EXERCISE INSTRUCTIONS: Output the data as it stands. Each line must match exactly.

AVAILABLE DATA:
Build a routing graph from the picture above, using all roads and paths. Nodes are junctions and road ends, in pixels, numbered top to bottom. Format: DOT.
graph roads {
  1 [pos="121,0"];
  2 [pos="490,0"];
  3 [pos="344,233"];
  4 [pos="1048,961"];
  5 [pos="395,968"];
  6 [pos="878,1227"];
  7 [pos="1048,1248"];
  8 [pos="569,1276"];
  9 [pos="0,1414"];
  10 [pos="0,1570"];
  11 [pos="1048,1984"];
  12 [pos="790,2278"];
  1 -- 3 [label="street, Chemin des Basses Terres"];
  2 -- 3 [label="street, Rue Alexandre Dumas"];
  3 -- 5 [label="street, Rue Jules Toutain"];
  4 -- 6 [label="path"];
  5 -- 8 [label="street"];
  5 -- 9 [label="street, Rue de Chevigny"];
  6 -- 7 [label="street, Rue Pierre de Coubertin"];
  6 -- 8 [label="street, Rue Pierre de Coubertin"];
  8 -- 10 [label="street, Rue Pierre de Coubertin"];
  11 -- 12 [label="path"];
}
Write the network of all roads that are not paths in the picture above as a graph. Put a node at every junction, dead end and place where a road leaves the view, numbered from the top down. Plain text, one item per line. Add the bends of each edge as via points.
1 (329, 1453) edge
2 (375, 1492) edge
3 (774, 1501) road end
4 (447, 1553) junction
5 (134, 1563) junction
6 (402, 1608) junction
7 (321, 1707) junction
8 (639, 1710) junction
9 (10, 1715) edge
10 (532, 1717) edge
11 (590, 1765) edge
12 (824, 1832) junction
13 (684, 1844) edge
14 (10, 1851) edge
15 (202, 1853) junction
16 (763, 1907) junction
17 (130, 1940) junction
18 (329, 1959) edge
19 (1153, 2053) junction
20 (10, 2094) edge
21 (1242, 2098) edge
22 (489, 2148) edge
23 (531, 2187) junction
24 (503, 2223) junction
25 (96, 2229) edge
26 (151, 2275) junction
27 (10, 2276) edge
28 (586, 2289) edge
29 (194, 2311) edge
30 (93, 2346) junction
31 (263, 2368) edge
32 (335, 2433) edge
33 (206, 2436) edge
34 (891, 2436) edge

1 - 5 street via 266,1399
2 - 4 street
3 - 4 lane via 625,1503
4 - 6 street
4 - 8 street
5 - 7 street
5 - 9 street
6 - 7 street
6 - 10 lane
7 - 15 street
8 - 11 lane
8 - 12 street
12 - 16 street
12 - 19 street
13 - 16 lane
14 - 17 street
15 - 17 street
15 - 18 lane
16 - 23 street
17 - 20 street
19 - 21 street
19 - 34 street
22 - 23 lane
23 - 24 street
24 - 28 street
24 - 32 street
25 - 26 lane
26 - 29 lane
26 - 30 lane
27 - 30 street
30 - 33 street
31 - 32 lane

COMPLETED TASK:
Build a routing graph from the picture above, using all roads and paths. Nodes are junctions and road ends, in pixels, numbered top to bottom. Format: DOT.
graph roads {
  1 [pos="121,0"];
  2 [pos="490,0"];
  3 [pos="344,233"];
  4 [pos="1048,961"];
  5 [pos="395,968"];
  6 [pos="878,1227"];
  7 [pos="1048,1248"];
  8 [pos="569,1276"];
  9 [pos="0,1414"];
  10 [pos="0,1570"];
  11 [pos="1048,1984"];
  12 [pos="790,2278"];
  1 -- 3 [label="street, Chemin des Basses Terres"];
  2 -- 3 [label="street, Rue Alexandre Dumas"];
  3 -- 5 [label="street, Rue Jules Toutain"];
  4 -- 6 [label="path"];
  5 -- 8 [label="street"];
  5 -- 9 [label="street, Rue de Chevigny"];
  6 -- 7 [label="street, Rue Pierre de Coubertin"];
  6 -- 8 [label="street, Rue Pierre de Coubertin"];
  8 -- 10 [label="street, Rue Pierre de Coubertin"];
  11 -- 12 [label="path"];
}
Write the network of all roads that are not paths in the picture above as a graph. Put a node at every junction, dead end and place where a road leaves the view, numbered from the top down. Plain text, one item per line. Add the bends of each edge as via points.
1 (329, 1453) edge
2 (375, 1492) edge
3 (774, 1501) road end
4 (447, 1553) junction
5 (134, 1563) junction
6 (402, 1608) junction
7 (321, 1707) junction
8 (639, 1710) junction
9 (10, 1715) edge
10 (532, 1717) edge
11 (590, 1765) edge
12 (824, 1832) junction
13 (684, 1844) edge
14 (10, 1851) edge
15 (202, 1853) junction
16 (763, 1907) junction
17 (130, 1940) junction
18 (329, 1959) edge
19 (1153, 2053) junction
20 (10, 2094) edge
21 (1242, 2098) edge
22 (489, 2148) edge
23 (531, 2187) junction
24 (503, 2223) junction
25 (96, 2229) edge
26 (151, 2275) junction
27 (10, 2276) edge
28 (586, 2289) edge
29 (194, 2311) edge
30 (93, 2346) junction
31 (263, 2368) edge
32 (335, 2433) edge
33 (206, 2436) edge
34 (891, 2436) edge

1 - 5 street via 266,1399
2 - 4 street
3 - 4 lane via 625,1503
4 - 6 street
4 - 8 street
5 - 7 street
5 - 9 street
6 - 7 street
6 - 10 lane
7 - 15 street
8 - 11 lane
8 - 12 street
12 - 16 street
12 - 19 street
13 - 16 lane
14 - 17 street
15 - 17 street
15 - 18 lane
16 - 23 street
17 - 20 street
19 - 21 street
19 - 34 street
22 - 23 lane
23 - 24 street
24 - 28 street
24 - 32 street
25 - 26 lane
26 - 29 lane
26 - 30 lane
27 - 30 street
30 - 33 street
31 - 32 lane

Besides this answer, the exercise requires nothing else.